- [WORK INSTRUCTIONS] In the entries that follow, how many lines hold the string "roads"? Give only that number.

- [PROVIDED INFORMATION]

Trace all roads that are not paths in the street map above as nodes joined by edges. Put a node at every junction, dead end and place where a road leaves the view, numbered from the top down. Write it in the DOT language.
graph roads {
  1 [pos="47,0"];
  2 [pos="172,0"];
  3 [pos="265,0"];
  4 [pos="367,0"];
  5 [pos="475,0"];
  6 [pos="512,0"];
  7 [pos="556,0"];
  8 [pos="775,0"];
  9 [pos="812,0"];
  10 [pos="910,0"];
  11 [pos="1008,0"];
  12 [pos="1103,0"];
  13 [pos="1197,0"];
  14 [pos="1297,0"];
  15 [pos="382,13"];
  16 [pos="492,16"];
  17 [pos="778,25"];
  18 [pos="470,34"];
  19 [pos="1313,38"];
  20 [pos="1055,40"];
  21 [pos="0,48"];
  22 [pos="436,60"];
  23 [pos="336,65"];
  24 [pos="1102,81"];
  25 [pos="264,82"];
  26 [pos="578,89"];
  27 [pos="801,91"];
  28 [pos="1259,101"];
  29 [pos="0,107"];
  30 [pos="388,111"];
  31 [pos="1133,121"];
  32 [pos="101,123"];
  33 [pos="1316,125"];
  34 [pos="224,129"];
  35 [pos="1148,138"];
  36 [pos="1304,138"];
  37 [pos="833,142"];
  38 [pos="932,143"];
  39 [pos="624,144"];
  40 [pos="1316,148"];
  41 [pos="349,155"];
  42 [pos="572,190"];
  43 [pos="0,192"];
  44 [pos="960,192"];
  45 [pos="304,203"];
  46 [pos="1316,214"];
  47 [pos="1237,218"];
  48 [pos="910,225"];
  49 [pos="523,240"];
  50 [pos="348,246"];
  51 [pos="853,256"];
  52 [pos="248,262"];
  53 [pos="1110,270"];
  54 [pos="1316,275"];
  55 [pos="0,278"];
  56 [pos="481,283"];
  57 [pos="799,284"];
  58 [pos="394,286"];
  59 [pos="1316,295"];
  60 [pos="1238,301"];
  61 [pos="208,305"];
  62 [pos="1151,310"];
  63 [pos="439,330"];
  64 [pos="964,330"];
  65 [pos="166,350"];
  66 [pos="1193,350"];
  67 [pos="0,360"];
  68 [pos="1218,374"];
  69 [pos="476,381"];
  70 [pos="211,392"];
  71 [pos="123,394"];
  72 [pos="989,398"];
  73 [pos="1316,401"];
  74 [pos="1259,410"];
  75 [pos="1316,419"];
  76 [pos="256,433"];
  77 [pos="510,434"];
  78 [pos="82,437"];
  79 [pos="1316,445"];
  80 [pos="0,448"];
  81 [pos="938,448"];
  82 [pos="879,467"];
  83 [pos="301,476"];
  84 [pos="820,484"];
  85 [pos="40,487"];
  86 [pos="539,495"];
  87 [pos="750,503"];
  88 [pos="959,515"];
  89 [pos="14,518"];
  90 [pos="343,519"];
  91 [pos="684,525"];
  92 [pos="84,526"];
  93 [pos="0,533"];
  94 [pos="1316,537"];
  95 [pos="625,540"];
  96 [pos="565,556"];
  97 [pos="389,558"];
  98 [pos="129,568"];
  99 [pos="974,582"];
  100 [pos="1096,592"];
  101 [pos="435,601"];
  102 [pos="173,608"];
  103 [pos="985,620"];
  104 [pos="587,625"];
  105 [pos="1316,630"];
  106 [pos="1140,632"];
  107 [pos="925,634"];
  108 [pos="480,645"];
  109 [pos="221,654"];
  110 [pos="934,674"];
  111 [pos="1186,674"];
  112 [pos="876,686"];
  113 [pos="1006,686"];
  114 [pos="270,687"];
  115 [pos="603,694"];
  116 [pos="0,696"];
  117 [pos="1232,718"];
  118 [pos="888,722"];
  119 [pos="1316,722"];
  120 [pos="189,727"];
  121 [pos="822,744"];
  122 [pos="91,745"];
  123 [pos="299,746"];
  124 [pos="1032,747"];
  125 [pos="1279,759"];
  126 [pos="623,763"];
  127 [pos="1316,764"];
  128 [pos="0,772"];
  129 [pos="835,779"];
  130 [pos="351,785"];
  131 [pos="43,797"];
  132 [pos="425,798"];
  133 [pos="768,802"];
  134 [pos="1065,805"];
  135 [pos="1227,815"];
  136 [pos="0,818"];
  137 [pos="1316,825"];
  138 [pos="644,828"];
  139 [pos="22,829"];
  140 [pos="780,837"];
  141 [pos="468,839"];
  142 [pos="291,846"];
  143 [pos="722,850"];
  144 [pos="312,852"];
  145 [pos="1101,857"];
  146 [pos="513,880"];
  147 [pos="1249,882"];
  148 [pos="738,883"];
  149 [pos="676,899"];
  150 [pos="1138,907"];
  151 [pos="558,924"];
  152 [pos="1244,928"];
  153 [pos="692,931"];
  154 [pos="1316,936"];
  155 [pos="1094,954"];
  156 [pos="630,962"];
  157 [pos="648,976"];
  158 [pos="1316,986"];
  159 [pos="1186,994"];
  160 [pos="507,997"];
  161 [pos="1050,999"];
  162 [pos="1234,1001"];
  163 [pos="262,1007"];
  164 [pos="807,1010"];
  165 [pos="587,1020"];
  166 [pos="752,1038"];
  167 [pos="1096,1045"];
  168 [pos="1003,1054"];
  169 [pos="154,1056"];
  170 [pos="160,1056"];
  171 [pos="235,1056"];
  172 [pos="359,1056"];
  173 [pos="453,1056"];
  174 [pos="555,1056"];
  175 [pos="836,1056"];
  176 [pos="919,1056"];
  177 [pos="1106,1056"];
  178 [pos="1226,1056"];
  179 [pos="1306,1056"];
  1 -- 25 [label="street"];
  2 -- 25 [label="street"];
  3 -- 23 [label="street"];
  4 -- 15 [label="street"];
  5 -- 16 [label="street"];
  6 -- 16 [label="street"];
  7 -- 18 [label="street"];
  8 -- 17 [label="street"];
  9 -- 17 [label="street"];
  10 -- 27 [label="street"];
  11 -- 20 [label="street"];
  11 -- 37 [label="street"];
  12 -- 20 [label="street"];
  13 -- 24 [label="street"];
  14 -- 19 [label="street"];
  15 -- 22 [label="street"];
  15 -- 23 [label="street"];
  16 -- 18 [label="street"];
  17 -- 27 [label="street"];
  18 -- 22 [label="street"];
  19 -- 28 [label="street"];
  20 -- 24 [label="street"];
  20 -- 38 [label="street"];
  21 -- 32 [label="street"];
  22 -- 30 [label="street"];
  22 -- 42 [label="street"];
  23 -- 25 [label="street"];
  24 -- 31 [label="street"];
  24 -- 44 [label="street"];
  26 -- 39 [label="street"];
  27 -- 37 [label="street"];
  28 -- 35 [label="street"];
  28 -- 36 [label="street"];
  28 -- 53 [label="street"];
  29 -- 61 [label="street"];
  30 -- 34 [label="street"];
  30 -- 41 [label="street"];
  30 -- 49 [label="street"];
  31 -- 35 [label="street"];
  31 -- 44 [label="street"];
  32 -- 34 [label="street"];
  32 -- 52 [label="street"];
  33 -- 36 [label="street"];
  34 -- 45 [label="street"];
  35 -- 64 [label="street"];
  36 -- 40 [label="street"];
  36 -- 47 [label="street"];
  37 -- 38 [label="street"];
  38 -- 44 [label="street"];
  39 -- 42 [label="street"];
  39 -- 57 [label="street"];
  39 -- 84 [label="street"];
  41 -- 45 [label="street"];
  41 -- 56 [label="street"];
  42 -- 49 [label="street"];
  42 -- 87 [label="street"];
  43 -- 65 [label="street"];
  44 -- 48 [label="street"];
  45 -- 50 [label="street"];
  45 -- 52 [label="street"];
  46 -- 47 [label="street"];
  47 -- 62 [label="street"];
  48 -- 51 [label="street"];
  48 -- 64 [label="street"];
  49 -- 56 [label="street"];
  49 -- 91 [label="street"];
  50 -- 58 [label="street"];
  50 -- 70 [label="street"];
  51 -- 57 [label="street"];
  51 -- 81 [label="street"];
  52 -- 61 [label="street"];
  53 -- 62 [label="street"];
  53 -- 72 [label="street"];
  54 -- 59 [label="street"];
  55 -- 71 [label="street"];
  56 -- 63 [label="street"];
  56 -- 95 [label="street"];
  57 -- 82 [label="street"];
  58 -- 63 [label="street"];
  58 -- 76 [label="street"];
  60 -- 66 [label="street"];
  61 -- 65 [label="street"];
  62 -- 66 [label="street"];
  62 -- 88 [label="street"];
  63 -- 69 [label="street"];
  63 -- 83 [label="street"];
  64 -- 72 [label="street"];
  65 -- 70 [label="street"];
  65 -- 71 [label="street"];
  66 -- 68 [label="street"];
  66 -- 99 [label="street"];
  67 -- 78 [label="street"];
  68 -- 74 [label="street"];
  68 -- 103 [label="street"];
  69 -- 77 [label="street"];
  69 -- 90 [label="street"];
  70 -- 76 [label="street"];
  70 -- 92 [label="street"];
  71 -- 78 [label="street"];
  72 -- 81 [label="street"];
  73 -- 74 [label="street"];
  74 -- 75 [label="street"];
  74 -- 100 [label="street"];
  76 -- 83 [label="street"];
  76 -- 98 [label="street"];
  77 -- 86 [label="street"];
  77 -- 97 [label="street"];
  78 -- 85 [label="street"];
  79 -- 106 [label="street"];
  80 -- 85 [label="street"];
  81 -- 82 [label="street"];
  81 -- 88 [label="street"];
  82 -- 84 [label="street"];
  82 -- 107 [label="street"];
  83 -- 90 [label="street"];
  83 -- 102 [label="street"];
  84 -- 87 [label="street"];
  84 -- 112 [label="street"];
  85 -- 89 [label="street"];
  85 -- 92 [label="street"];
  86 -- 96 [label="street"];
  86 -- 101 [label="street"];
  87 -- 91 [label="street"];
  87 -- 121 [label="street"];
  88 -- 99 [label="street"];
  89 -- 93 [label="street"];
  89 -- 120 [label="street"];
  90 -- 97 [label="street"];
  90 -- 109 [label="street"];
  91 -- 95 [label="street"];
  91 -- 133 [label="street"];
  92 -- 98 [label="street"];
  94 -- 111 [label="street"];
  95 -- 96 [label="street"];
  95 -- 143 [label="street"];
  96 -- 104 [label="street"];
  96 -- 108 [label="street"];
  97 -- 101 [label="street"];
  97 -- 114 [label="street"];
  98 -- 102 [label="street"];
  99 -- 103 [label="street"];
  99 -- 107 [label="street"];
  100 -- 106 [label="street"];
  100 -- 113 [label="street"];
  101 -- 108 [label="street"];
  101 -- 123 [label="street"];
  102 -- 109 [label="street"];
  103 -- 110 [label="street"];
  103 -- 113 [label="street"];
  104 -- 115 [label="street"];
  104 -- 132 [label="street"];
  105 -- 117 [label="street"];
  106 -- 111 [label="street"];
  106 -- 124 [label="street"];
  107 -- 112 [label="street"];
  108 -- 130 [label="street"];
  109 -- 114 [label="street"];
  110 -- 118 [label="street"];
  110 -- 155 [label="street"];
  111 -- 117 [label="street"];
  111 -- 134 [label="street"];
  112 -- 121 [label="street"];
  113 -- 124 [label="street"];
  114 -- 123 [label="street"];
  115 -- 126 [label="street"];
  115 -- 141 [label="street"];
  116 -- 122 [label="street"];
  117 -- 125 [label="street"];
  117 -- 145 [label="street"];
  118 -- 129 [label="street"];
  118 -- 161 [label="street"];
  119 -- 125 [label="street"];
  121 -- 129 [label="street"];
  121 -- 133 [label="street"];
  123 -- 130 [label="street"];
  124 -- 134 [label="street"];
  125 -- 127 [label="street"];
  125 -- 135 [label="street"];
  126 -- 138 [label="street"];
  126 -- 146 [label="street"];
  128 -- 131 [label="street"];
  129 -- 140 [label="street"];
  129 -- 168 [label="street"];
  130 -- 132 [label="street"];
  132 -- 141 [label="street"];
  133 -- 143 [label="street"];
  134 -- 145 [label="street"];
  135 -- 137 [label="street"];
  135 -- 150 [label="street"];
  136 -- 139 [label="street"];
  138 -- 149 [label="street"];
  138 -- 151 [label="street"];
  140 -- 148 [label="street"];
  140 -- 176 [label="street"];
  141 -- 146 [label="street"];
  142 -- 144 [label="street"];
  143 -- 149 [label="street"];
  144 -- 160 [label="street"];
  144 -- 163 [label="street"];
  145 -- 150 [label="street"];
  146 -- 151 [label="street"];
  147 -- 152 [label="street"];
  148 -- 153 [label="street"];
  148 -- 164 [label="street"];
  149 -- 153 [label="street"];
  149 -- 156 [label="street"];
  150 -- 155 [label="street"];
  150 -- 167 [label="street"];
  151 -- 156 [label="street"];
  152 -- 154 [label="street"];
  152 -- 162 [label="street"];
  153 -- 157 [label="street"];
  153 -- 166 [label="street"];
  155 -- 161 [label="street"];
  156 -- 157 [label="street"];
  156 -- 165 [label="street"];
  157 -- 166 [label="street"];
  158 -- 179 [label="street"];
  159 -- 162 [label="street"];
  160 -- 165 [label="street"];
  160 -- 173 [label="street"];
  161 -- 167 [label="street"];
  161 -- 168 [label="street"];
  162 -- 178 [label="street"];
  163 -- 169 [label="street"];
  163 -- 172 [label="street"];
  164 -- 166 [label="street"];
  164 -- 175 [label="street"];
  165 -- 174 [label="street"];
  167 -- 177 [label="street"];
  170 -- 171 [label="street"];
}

- [EXERCISE OUTPUT] 2